Version 0.2.2 Released!
After a long silence, Neptune is back with new features and a minor version bump! This time around, we add support for batch jobs - specifically, when you call babel(), you can pass it either a hash (one job) or an array of hashes (many jobs). One use case we've found for this is to support MapReduce-style workflows. Consider the traditional WordCount example - with babel and our new batch support, it would look like the following:
NUM_MAPPERS = 100
def make_n_tasks(params)
tasks = []
NUM_MAPPERS.times { |i|
tasks << params
}
return tasks
end
common_params = {
:storage => "s3",
:is_remote => true,
:bucket_name => "neptune-testbin",
:run_local => true,
:engine => "executor-sqs",
:instance_type => "m2.4xlarge"
}
puts "Started at #{Time.now}"
puts "Starting Shakespeare Wordcount, with #{NUM_MAPPERS} map tasks and 1 reduce task"
STDOUT.flush
map_params = common_params.dup
map_params[:code] = "/neptune-testbin/babel/home/cgb/neptune/scripts/benchmarks/wordcount/wc.py"
map_params[:argv] = ["/neptune-testbin/babel/home/cgb/neptune/scripts/benchmarks/shakespeare.txt"]
map_tasks = babel(make_n_tasks(map_params))
puts "\n\nMap Numbers:\n"
puts "batch at #{Time.now}"
STDOUT.flush
outputs = []
map_tasks.each { |t|
puts "total execution time is #{t.total_execution_time}"
puts "total storage time is #{t.total_storage_time}"
puts "time to read from queue is #{t.queue_pop_time}"
puts "time to store inputs is #{t.time_to_store_inputs}"
puts "input storage time is #{t.input_storage_time}"
puts "output storage time is #{t.output_storage_time}"
puts "total task execution time is #{t.total_task_time}"

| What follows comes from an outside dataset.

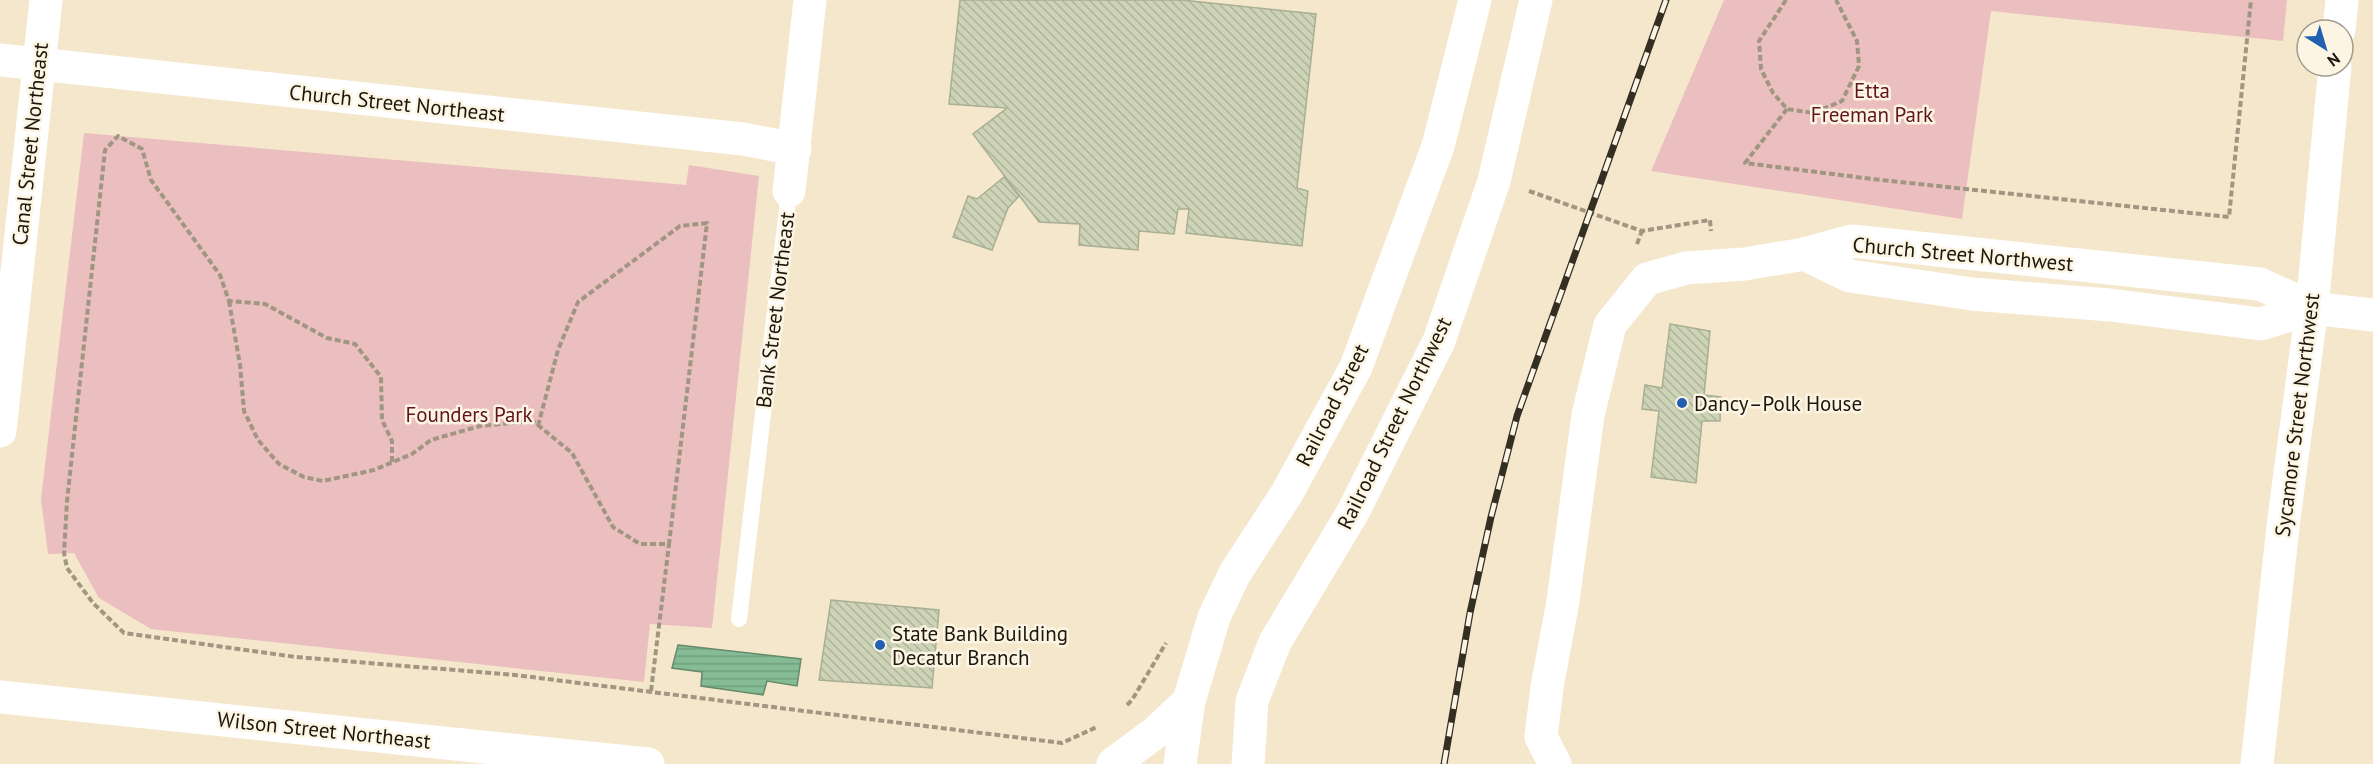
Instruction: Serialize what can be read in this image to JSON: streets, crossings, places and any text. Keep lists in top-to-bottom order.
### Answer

puts "fetch finished at #{Time.now}\n\n"
outputs << t.job_data['@output']
STDOUT.flush
}
puts "done with map, starting reduce"
STDOUT.flush
reduce_params = common_params.dup
reduce_params[:code] = "/neptune-testbin/babel/home/cgb/neptune/scripts/benchmarks/wordcount/reduce.py"
reduce_params[:argv] = outputs
reduce_task = babel(reduce_params)
puts "total execution time is #{reduce_task.total_execution_time}"
puts "total storage time is #{reduce_task.total_storage_time}"
puts "time to read from queue is #{reduce_task.queue_pop_time}"
puts "time to store inputs is #{reduce_task.time_to_store_inputs}"
puts "input storage time is #{reduce_task.input_storage_time}"
puts "output storage time is #{reduce_task.output_storage_time}"
puts "total task execution time is #{reduce_task.total_task_time}"
puts "fetch finished at #{Time.now}\n\n"
puts "MR finished at #{Time.now}"This example runs 100 mappers and a single reducer, where EC2 is used to do computation, S3 is used for storage, and SQS is used to hold the tasks themselves. It's all automatically managed for you, so you don't need to know anything about EC2/S3/SQS to use this system - just write the code above and you're good to go! A lot of the extra code above gets pretty in-depth on cloud profiling (since I love to know exactly where the time is being spent), but goes to show you exactly what babel can do. Right now, the performance of batch jobs isn't that great (read: it sucks) because each job results in multiple SOAP calls, which in aggregate is really slow. We're working on fixing this for 0.2.3, so stay tuned!
P.S. We've moved over to github - pull requests gladly considered!
Version 0.2.1 Released!
Version 0.2.0 (released just yesterday!) added super-awesome support for babel function calls, in which you just say "run this code and get me the output" without having to write a Neptune job for each of those functions. But it only worked for jobs with :type => babel (a new job type I have yet to fully blog about), and I did promise that you could use this automation for other job types soon. And soon is apparently very soon, by which I mean now! Here's the nice short and sweet changelog for this version:
Adds support for the babel() method on non-Babel job types (e.g., MPI, MapReduce), and removed the is_remote parameter for babel() calls (since it can always be inferred from :storage). Added more unit tests accordingly for babel() calls, and completed documentation per rdoc standards.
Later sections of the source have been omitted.